**About this task**
Go through the entries, filter for the word "include", and copy every line that has it.

**Material for this exercise**
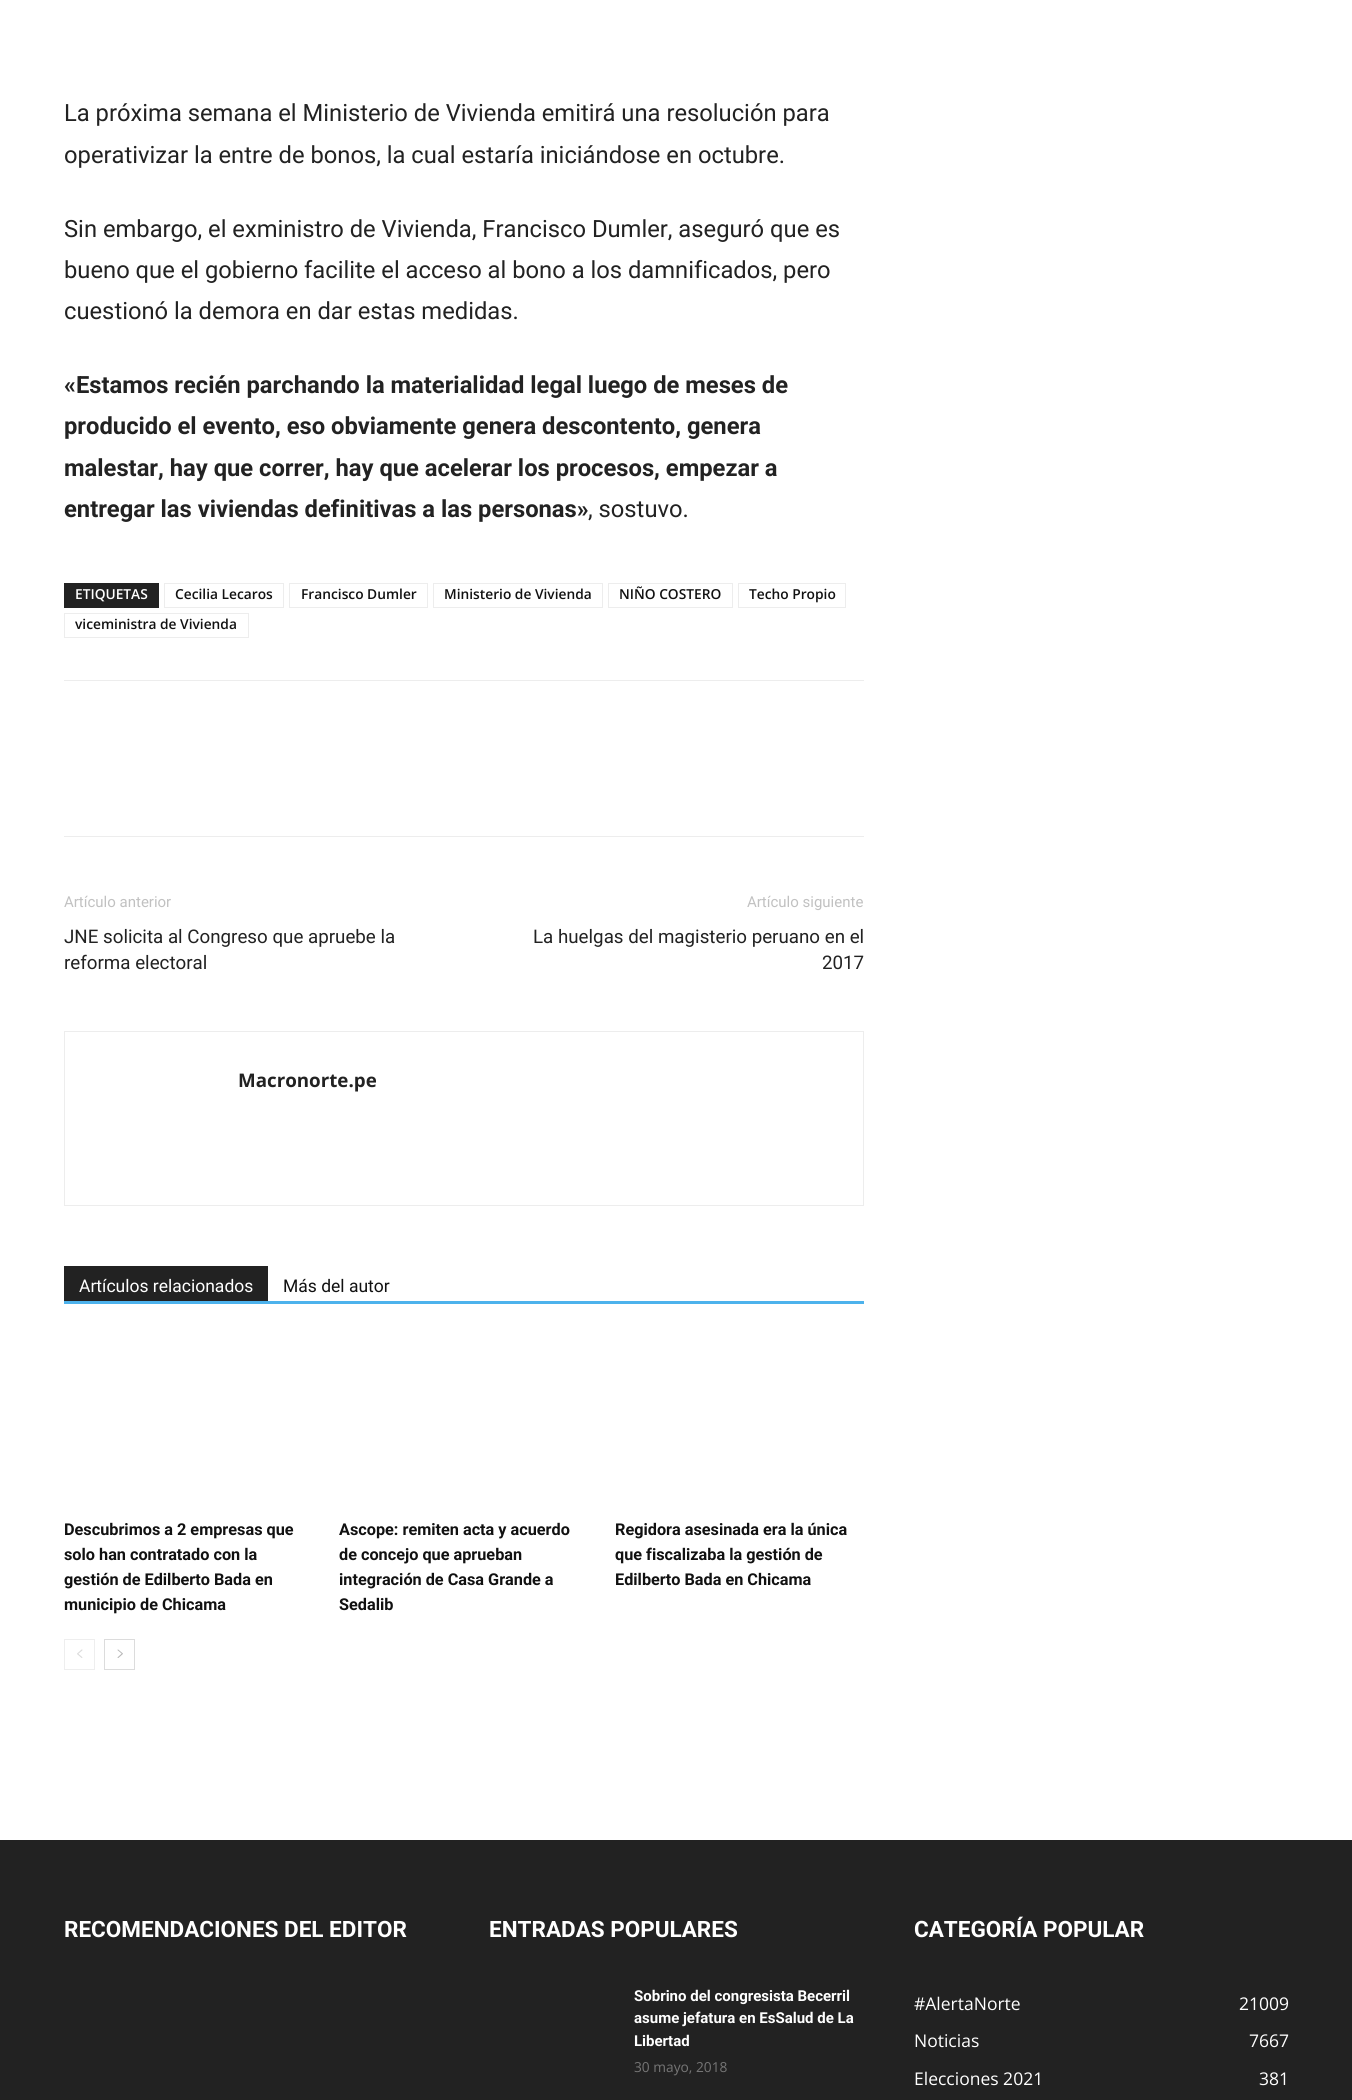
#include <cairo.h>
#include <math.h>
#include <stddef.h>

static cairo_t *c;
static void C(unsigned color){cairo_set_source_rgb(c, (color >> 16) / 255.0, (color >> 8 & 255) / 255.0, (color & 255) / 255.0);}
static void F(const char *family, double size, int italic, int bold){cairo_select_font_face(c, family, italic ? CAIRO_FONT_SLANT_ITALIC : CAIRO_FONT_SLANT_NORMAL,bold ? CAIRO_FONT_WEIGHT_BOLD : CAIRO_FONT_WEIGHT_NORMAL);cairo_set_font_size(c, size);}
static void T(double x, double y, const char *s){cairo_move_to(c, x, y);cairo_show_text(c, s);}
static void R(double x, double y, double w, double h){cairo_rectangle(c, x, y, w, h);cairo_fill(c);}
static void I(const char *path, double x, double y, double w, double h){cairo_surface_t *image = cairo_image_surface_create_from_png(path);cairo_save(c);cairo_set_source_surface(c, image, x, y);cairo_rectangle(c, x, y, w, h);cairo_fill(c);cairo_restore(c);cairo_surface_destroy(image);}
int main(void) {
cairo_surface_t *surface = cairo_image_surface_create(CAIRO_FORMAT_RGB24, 1352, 2100);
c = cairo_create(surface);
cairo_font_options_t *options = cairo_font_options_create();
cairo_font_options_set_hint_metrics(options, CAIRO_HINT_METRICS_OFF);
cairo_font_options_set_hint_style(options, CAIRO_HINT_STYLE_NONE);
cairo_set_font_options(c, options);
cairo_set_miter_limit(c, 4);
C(0xffffff);
cairo_paint(c);
F("Roboto",23.75,0,0);
C(0x222222);
T(64,121,"La próxima semana el Ministerio de Vivienda emitirá una resolución para");
T(64,163,"operativizar la entre de bonos, la cual estaría iniciándose en octubre.");
T(64,237,"Sin embargo, el exministro de Vivienda, Francisco Dumler, aseguró que es");
T(64,278,"bueno que el gobierno facilite el acceso al bono a los damnificados, pero");
T(64,319,"cuestionó la demora en dar estas medidas.");
F("Roboto",23.75,0,1);
T(64,393,"«Estamos recién parchando la materialidad legal luego de meses de");
T(64,434,"producido el evento, eso obviamente genera descontento, genera");
T(64,476,"malestar, hay que correr, hay que acelerar los procesos, empezar a");
T(64,517,"entregar las viviendas definitivas a las personas»");
F("Roboto",23.75,0,0);
T(588,517,", sostuvo.");
R(64,583,95,25);
F("Open Sans SemiBold",13.75,0,0);
C(0xffffff);
T(75,599,"ETIQUETAS");
cairo_rectangle(c,164.5,583.5,119,24);
C(0xededed);
cairo_set_line_width(c,1);
cairo_stroke(c);
C(0x111111);
T(175,599,"Cecilia Lecaros");
cairo_rectangle(c,289.5,583.5,138,24);
C(0xededed);
cairo_stroke(c);
C(0x111111);
T(301,599,"Francisco Dumler");
cairo_rectangle(c,433.5,583.5,169,24);
C(0xededed);
cairo_stroke(c);
C(0x111111);
T(444,599,"Ministerio de Vivienda");
cairo_rectangle(c,608.5,583.5,124,24);
C(0xededed);
cairo_stroke(c);
C(0x111111);
T(619,599,"NIÑO COSTERO");
cairo_rectangle(c,738.5,583.5,107,24);
C(0xededed);
cairo_stroke(c);
C(0x111111);
T(749,599,"Techo Propio");
cairo_rectangle(c,64.5,613.5,184,24);
C(0xededed);
cairo_stroke(c);
C(0x111111);
T(75,629,"viceministra de Vivienda");
C(0xededed);
R(64,680,800,1);
R(64,836,800,1);
F("Roboto",15,0,0);
C(0xc1c1c1);
T(64,907,"Artículo anterior");
F("Roboto",18.75,0,0);
C(0x222222);
T(64,943,"JNE solicita al Congreso que apruebe la");
T(64,969,"reforma electoral");
F("Roboto",15,0,0);
C(0xc1c1c1);
T(747,907,"Artículo siguiente");
F("Roboto",18.75,0,0);
C(0x222222);
T(533,943,"La huelgas del magisterio peruano en el");
T(822,969,"2017");
cairo_rectangle(c,64.5,1031.5,799,174);
C(0xededed);
cairo_stroke(c);
F("Open Sans",18.75,0,1);
C(0x222222);
T(238,1087,"Macronorte.pe");
C(0x4db2ec);
R(64,1301,800,3);
C(0x222222);
R(64,1266,204,35);
F("Roboto",17.5,0,0);
C(0xffffff);
T(79,1292,"Artículos relacionados");
C(0x111111);
T(283,1292,"Más del autor");
F("Roboto",16.25,0,1);
T(64,1535,"Descubrimos a 2 empresas que");
T(64,1560,"solo han contratado con la");
T(64,1585,"gestión de Edilberto Bada en");
T(64,1610,"municipio de Chicama");
T(339,1535,"Ascope: remiten acta y acuerdo");
T(339,1560,"de concejo que aprueban");
T(339,1585,"integración de Casa Grande a");
T(339,1610,"Sedalib");
T(615,1535,"Regidora asesinada era la única");
T(615,1560,"que fiscalizaba la gestión de");
T(615,1585,"Edilberto Bada en Chicama");
cairo_rectangle(c,64.5,1639.5,30,30);
C(0xeeeeee);
cairo_stroke(c);
I("1.png",77,1649,6,9);
cairo_rectangle(c,104.5,1639.5,30,30);
C(0xdcdcdc);
cairo_stroke(c);
I("2.png",117,1649,6,9);
C(0x222222);
R(0,1840,1352,260);
F("Roboto",22.5,0,1);
C(0xffffff);
T(64,1937,"RECOMENDACIONES DEL EDITOR");
T(489,1937,"ENTRADAS POPULARES");
F("Roboto",15,0,1);
T(634,2001,"Sobrino del congresista Becerril");
T(634,2023,"asume jefatura en EsSalud de La");
T(634,2046,"Libertad");
F("Open Sans",13.75,0,0);
C(0x767676);
T(634,2072,"30 mayo, 2018");
F("Roboto",22.5,0,1);
C(0xffffff);
T(914,1937,"CATEGORÍA POPULAR");
F("Open Sans",17.5,0,0);
T(914,2010,"#AlertaNorte");
T(1239,2010,"21009");
T(914,2047,"Noticias");
T(1249,2047,"7667");
T(914,2085,"Elecciones 2021");
T(1259,2085,"381");
cairo_surface_write_to_png(surface, "o.png");
cairo_font_options_destroy(options);
cairo_destroy(c);
cairo_surface_destroy(surface);
return 0;
}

**Result of the exercise**
#include <cairo.h>
#include <math.h>
#include <stddef.h>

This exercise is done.